Action item:
Retype all data exactly as given. Pictures should not be retyped.

Data for review:
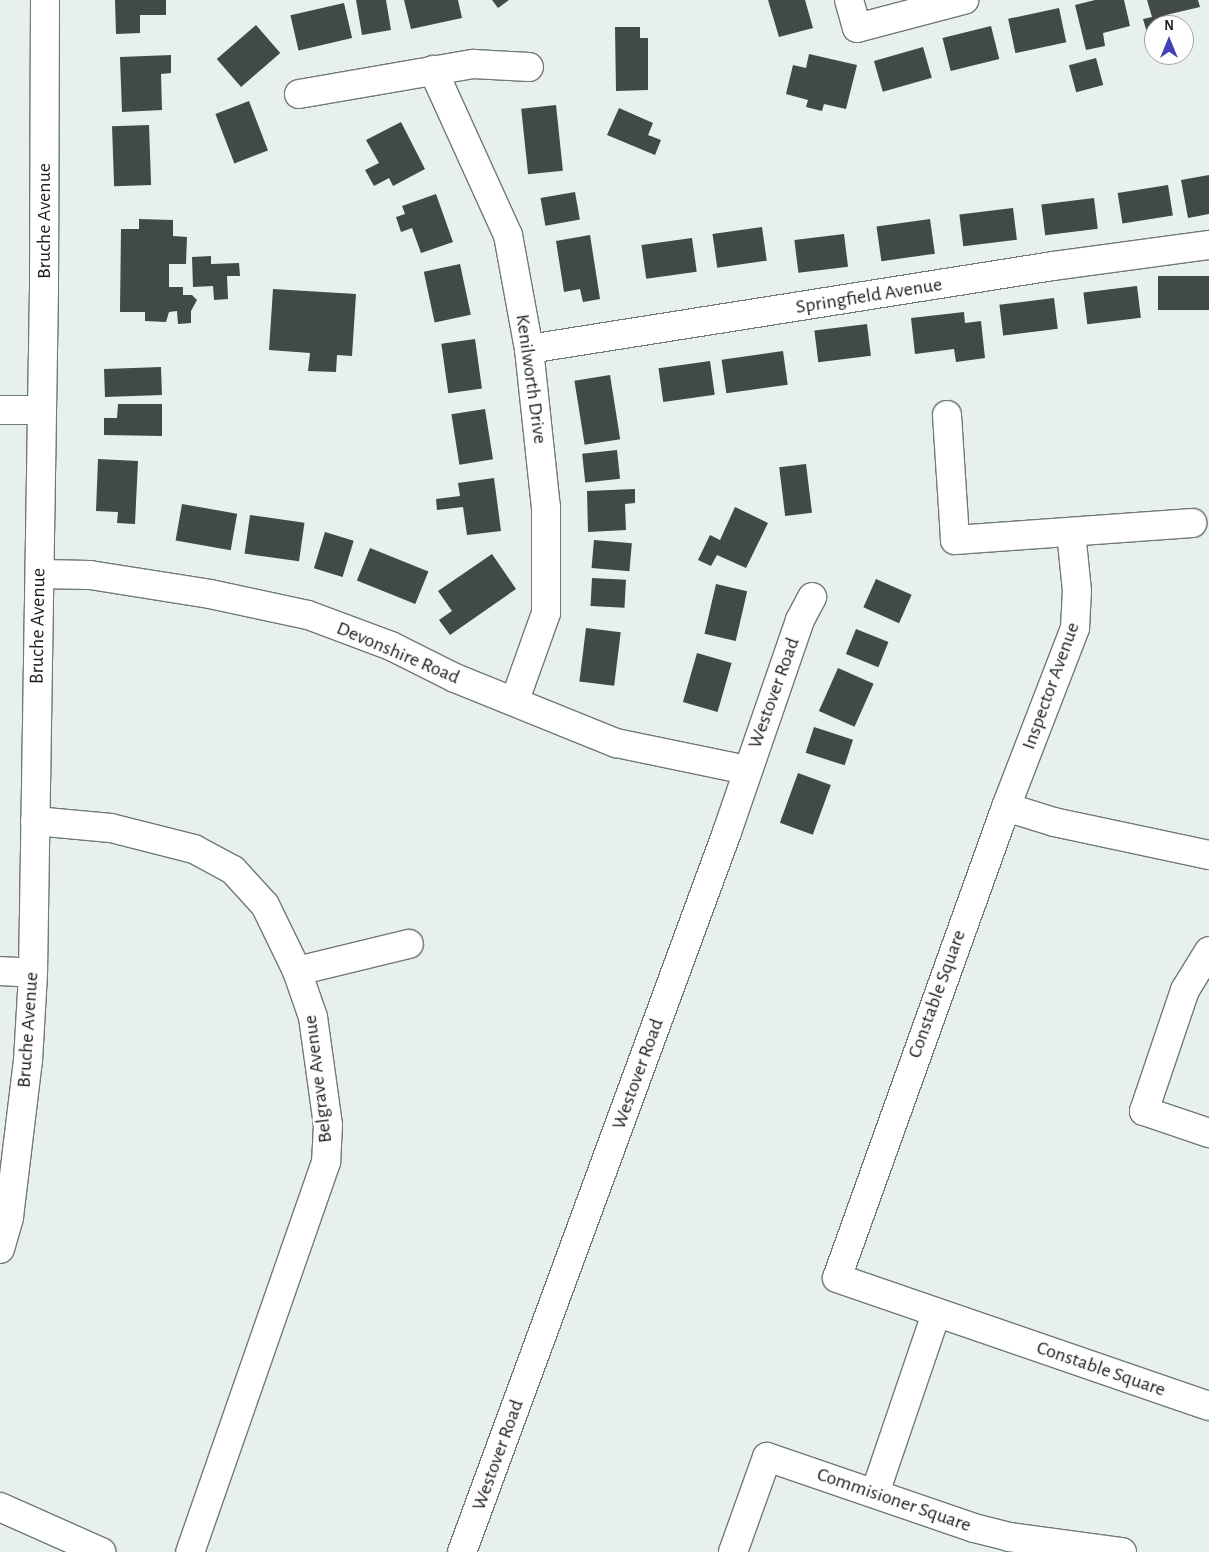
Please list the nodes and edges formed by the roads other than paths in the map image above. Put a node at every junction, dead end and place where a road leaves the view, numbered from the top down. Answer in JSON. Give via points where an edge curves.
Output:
{"nodes":[{"id":1,"x":45,"y":0,"type":"edge"},
{"id":2,"x":849,"y":0,"type":"edge"},
{"id":3,"x":964,"y":0,"type":"edge"},
{"id":4,"x":529,"y":67,"type":"dead end"},
{"id":5,"x":433,"y":70,"type":"junction"},
{"id":6,"x":299,"y":94,"type":"dead end"},
{"id":7,"x":1209,"y":245,"type":"edge"},
{"id":8,"x":529,"y":349,"type":"junction"},
{"id":9,"x":0,"y":410,"type":"edge"},
{"id":10,"x":42,"y":410,"type":"junction"},
{"id":11,"x":947,"y":415,"type":"dead end"},
{"id":12,"x":1192,"y":523,"type":"dead end"},
{"id":13,"x":1071,"y":532,"type":"junction"},
{"id":14,"x":40,"y":574,"type":"junction"},
{"id":15,"x":812,"y":597,"type":"dead end"},
{"id":16,"x":515,"y":700,"type":"junction"},
{"id":17,"x":746,"y":770,"type":"junction"},
{"id":18,"x":1006,"y":807,"type":"junction"},
{"id":19,"x":35,"y":821,"type":"junction"},
{"id":20,"x":1209,"y":855,"type":"edge"},
{"id":21,"x":408,"y":944,"type":"dead end"},
{"id":22,"x":1209,"y":951,"type":"edge"},
{"id":23,"x":0,"y":971,"type":"edge"},
{"id":24,"x":298,"y":971,"type":"junction"},
{"id":25,"x":32,"y":972,"type":"junction"},
{"id":26,"x":1209,"y":1134,"type":"edge"},
{"id":27,"x":0,"y":1249,"type":"edge"},
{"id":28,"x":936,"y":1314,"type":"junction"},
{"id":29,"x":1209,"y":1406,"type":"edge"},
{"id":30,"x":875,"y":1493,"type":"junction"},
{"id":31,"x":0,"y":1507,"type":"edge"},
{"id":32,"x":101,"y":1552,"type":"edge"},
{"id":33,"x":190,"y":1552,"type":"edge"},
{"id":34,"x":462,"y":1552,"type":"edge"},
{"id":35,"x":733,"y":1552,"type":"edge"},
{"id":36,"x":1122,"y":1552,"type":"edge"}],
"edges":[{"from":1,"to":10,"type":"street","name":"Bruche Avenue"},
{"from":2,"to":3,"type":"street","via":[[857,28]]},
{"from":4,"to":5,"type":"street","via":[[473,64]]},
{"from":5,"to":6,"type":"street"},
{"from":5,"to":8,"type":"street","name":"Kenilworth Drive","via":[[508,235]]},
{"from":7,"to":8,"type":"street","name":"Springfield Avenue","via":[[1053,266]]},
{"from":8,"to":16,"type":"street","name":"Kenilworth Drive","via":[[546,507],[546,613]]},
{"from":9,"to":10,"type":"street"},
{"from":10,"to":14,"type":"street","name":"Bruche Avenue"},
{"from":11,"to":13,"type":"street","via":[[955,540]]},
{"from":12,"to":13,"type":"street"},
{"from":13,"to":18,"type":"street","name":"Inspector Avenue","via":[[1077,591],[1075,628]]},
{"from":14,"to":16,"type":"street","name":"Devonshire Road","via":[[90,575],[210,594],[308,615]]},
{"from":14,"to":19,"type":"street","name":"Bruche Avenue"},
{"from":15,"to":17,"type":"street","name":"Westover Road","via":[[800,620]]},
{"from":16,"to":17,"type":"street","name":"Devonshire Road","via":[[616,743]]},
{"from":17,"to":34,"type":"street","name":"Westover Road","via":[[727,832]]},
{"from":18,"to":20,"type":"street","via":[[1054,822]]},
{"from":18,"to":28,"type":"street","name":"Constable Square","via":[[837,1278]]},
{"from":19,"to":24,"type":"street","name":"Belgrave Avenue","via":[[111,828],[194,848],[234,870],[265,906]]},
{"from":19,"to":25,"type":"street","name":"Bruche Avenue"},
{"from":21,"to":24,"type":"street"},
{"from":22,"to":26,"type":"street","via":[[1185,990],[1144,1111]]},
{"from":23,"to":25,"type":"street"},
{"from":24,"to":33,"type":"street","name":"Belgrave Avenue","via":[[313,1017],[328,1125],[326,1162]]},
{"from":25,"to":27,"type":"street","name":"Bruche Avenue","via":[[28,1061],[10,1217]]},
{"from":28,"to":29,"type":"street","name":"Constable Square"},
{"from":28,"to":30,"type":"street"},
{"from":30,"to":35,"type":"street","name":"Commisioner Square","via":[[767,1457]]},
{"from":30,"to":36,"type":"street","name":"Commisioner Square","via":[[974,1528]]},
{"from":31,"to":32,"type":"street"}]}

Reply to the task:
Please list the nodes and edges formed by the roads other than paths in the map image above. Put a node at every junction, dead end and place where a road leaves the view, numbered from the top down. Answer in JSON. Give via points where an edge curves.
Output:
{"nodes":[{"id":1,"x":45,"y":0,"type":"edge"},
{"id":2,"x":849,"y":0,"type":"edge"},
{"id":3,"x":964,"y":0,"type":"edge"},
{"id":4,"x":529,"y":67,"type":"dead end"},
{"id":5,"x":433,"y":70,"type":"junction"},
{"id":6,"x":299,"y":94,"type":"dead end"},
{"id":7,"x":1209,"y":245,"type":"edge"},
{"id":8,"x":529,"y":349,"type":"junction"},
{"id":9,"x":0,"y":410,"type":"edge"},
{"id":10,"x":42,"y":410,"type":"junction"},
{"id":11,"x":947,"y":415,"type":"dead end"},
{"id":12,"x":1192,"y":523,"type":"dead end"},
{"id":13,"x":1071,"y":532,"type":"junction"},
{"id":14,"x":40,"y":574,"type":"junction"},
{"id":15,"x":812,"y":597,"type":"dead end"},
{"id":16,"x":515,"y":700,"type":"junction"},
{"id":17,"x":746,"y":770,"type":"junction"},
{"id":18,"x":1006,"y":807,"type":"junction"},
{"id":19,"x":35,"y":821,"type":"junction"},
{"id":20,"x":1209,"y":855,"type":"edge"},
{"id":21,"x":408,"y":944,"type":"dead end"},
{"id":22,"x":1209,"y":951,"type":"edge"},
{"id":23,"x":0,"y":971,"type":"edge"},
{"id":24,"x":298,"y":971,"type":"junction"},
{"id":25,"x":32,"y":972,"type":"junction"},
{"id":26,"x":1209,"y":1134,"type":"edge"},
{"id":27,"x":0,"y":1249,"type":"edge"},
{"id":28,"x":936,"y":1314,"type":"junction"},
{"id":29,"x":1209,"y":1406,"type":"edge"},
{"id":30,"x":875,"y":1493,"type":"junction"},
{"id":31,"x":0,"y":1507,"type":"edge"},
{"id":32,"x":101,"y":1552,"type":"edge"},
{"id":33,"x":190,"y":1552,"type":"edge"},
{"id":34,"x":462,"y":1552,"type":"edge"},
{"id":35,"x":733,"y":1552,"type":"edge"},
{"id":36,"x":1122,"y":1552,"type":"edge"}],
"edges":[{"from":1,"to":10,"type":"street","name":"Bruche Avenue"},
{"from":2,"to":3,"type":"street","via":[[857,28]]},
{"from":4,"to":5,"type":"street","via":[[473,64]]},
{"from":5,"to":6,"type":"street"},
{"from":5,"to":8,"type":"street","name":"Kenilworth Drive","via":[[508,235]]},
{"from":7,"to":8,"type":"street","name":"Springfield Avenue","via":[[1053,266]]},
{"from":8,"to":16,"type":"street","name":"Kenilworth Drive","via":[[546,507],[546,613]]},
{"from":9,"to":10,"type":"street"},
{"from":10,"to":14,"type":"street","name":"Bruche Avenue"},
{"from":11,"to":13,"type":"street","via":[[955,540]]},
{"from":12,"to":13,"type":"street"},
{"from":13,"to":18,"type":"street","name":"Inspector Avenue","via":[[1077,591],[1075,628]]},
{"from":14,"to":16,"type":"street","name":"Devonshire Road","via":[[90,575],[210,594],[308,615]]},
{"from":14,"to":19,"type":"street","name":"Bruche Avenue"},
{"from":15,"to":17,"type":"street","name":"Westover Road","via":[[800,620]]},
{"from":16,"to":17,"type":"street","name":"Devonshire Road","via":[[616,743]]},
{"from":17,"to":34,"type":"street","name":"Westover Road","via":[[727,832]]},
{"from":18,"to":20,"type":"street","via":[[1054,822]]},
{"from":18,"to":28,"type":"street","name":"Constable Square","via":[[837,1278]]},
{"from":19,"to":24,"type":"street","name":"Belgrave Avenue","via":[[111,828],[194,848],[234,870],[265,906]]},
{"from":19,"to":25,"type":"street","name":"Bruche Avenue"},
{"from":21,"to":24,"type":"street"},
{"from":22,"to":26,"type":"street","via":[[1185,990],[1144,1111]]},
{"from":23,"to":25,"type":"street"},
{"from":24,"to":33,"type":"street","name":"Belgrave Avenue","via":[[313,1017],[328,1125],[326,1162]]},
{"from":25,"to":27,"type":"street","name":"Bruche Avenue","via":[[28,1061],[10,1217]]},
{"from":28,"to":29,"type":"street","name":"Constable Square"},
{"from":28,"to":30,"type":"street"},
{"from":30,"to":35,"type":"street","name":"Commisioner Square","via":[[767,1457]]},
{"from":30,"to":36,"type":"street","name":"Commisioner Square","via":[[974,1528]]},
{"from":31,"to":32,"type":"street"}]}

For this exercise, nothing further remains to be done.